Namer has played a significant part in launching several other TV networks around the world and interactive television, serving as a consultant to Microsoft. After E!, Namer created and launched several companies in the United States and overseas, including Steeplechase Media, Comspan Communications, Comspan Russia, and, with Martin Pompadur and Jean Zhang, Metan Development Group.

In September 2011, Namer was named as the first recipient of the “Aaron Spelling Award” at 4th Annual Investment Seminar & Global Independence in Beverly Hills.

In October 2011, Namer joined the advisory board of SuperBox Inc.

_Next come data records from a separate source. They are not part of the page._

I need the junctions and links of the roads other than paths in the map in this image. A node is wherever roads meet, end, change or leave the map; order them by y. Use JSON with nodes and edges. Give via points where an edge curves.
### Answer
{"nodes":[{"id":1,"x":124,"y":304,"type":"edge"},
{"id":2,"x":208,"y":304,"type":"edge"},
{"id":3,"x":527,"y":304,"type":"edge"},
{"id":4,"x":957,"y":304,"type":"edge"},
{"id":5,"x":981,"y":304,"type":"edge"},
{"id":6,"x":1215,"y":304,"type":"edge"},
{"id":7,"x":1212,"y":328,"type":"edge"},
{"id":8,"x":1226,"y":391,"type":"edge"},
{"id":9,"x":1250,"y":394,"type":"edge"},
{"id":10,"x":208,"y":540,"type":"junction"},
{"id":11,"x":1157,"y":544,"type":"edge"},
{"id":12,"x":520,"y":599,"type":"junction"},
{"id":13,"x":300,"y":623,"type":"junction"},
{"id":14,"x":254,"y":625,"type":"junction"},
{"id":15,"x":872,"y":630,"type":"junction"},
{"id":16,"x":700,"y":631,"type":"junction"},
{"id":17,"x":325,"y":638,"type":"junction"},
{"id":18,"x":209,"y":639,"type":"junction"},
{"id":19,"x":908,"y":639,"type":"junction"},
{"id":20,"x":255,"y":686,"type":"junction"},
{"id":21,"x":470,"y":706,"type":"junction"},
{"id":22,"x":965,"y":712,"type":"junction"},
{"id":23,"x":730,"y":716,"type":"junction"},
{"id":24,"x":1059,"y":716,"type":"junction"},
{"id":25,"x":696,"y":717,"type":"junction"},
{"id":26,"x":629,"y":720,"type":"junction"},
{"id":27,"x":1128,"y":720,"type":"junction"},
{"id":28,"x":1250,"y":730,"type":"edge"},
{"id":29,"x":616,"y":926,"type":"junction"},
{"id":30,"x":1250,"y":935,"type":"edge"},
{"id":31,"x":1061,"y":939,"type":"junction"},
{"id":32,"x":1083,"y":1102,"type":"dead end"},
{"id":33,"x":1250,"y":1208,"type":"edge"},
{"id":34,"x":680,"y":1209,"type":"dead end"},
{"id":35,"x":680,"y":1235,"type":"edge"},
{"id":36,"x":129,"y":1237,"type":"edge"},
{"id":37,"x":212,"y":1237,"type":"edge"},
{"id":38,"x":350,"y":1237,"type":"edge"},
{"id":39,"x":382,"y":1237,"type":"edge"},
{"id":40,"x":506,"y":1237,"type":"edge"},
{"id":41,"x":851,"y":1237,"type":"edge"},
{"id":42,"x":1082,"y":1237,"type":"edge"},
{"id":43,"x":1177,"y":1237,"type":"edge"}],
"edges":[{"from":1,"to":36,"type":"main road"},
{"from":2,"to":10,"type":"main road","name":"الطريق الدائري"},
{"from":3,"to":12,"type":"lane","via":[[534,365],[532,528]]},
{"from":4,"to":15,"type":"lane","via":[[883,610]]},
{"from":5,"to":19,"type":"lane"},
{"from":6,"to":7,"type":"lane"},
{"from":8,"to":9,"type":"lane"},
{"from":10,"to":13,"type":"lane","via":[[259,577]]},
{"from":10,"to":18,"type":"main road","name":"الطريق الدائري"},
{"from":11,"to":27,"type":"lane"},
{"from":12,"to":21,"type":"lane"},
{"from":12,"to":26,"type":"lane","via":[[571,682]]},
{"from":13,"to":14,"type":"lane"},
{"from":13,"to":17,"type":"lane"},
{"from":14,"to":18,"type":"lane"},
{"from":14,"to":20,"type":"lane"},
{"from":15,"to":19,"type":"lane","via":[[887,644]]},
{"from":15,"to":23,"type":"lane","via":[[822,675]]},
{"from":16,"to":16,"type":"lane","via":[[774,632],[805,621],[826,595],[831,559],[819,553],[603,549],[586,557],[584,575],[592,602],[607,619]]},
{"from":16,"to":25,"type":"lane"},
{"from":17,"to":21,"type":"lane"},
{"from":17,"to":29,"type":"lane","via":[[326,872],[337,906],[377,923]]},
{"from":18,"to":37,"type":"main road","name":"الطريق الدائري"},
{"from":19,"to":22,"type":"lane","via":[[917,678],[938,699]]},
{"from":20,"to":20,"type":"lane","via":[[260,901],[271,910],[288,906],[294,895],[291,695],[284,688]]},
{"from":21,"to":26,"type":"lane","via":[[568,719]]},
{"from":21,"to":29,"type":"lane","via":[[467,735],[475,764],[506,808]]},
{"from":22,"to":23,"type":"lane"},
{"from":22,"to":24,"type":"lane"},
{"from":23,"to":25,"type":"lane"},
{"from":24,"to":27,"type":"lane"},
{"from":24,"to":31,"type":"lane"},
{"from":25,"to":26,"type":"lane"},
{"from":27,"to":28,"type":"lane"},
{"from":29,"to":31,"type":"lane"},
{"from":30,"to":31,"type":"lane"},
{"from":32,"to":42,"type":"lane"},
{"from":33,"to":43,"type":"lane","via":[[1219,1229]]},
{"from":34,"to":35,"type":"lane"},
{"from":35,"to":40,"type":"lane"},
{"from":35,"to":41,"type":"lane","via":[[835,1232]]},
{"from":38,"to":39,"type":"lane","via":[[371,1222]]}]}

Mr. Namer currently serves as President/CEO, Metan. Metan's flagship series is Hello! Hollywood!, a weekly entertainment news series tailored to Chinese audiences, offering up the latest in celebrity, pop culture and lifestyle news. Since its launch in summer 2009, the series is now available on over 40 television stations in China and six in North America reaching over one billion Mandarin speaking viewers. Hello! Hollywood's premier content is also available on 10 of China's top online portals, reaching more than four million viewers weekly. From his work and experience in Metan, Larry Namer offers his two-cents about where the Chinese market is headed.

References

External links
LJNMedia.com
 

Living people
Abraham Lincoln High School (Brooklyn) alumni
Brooklyn College alumni
American company founders
Year of birth missing (living people)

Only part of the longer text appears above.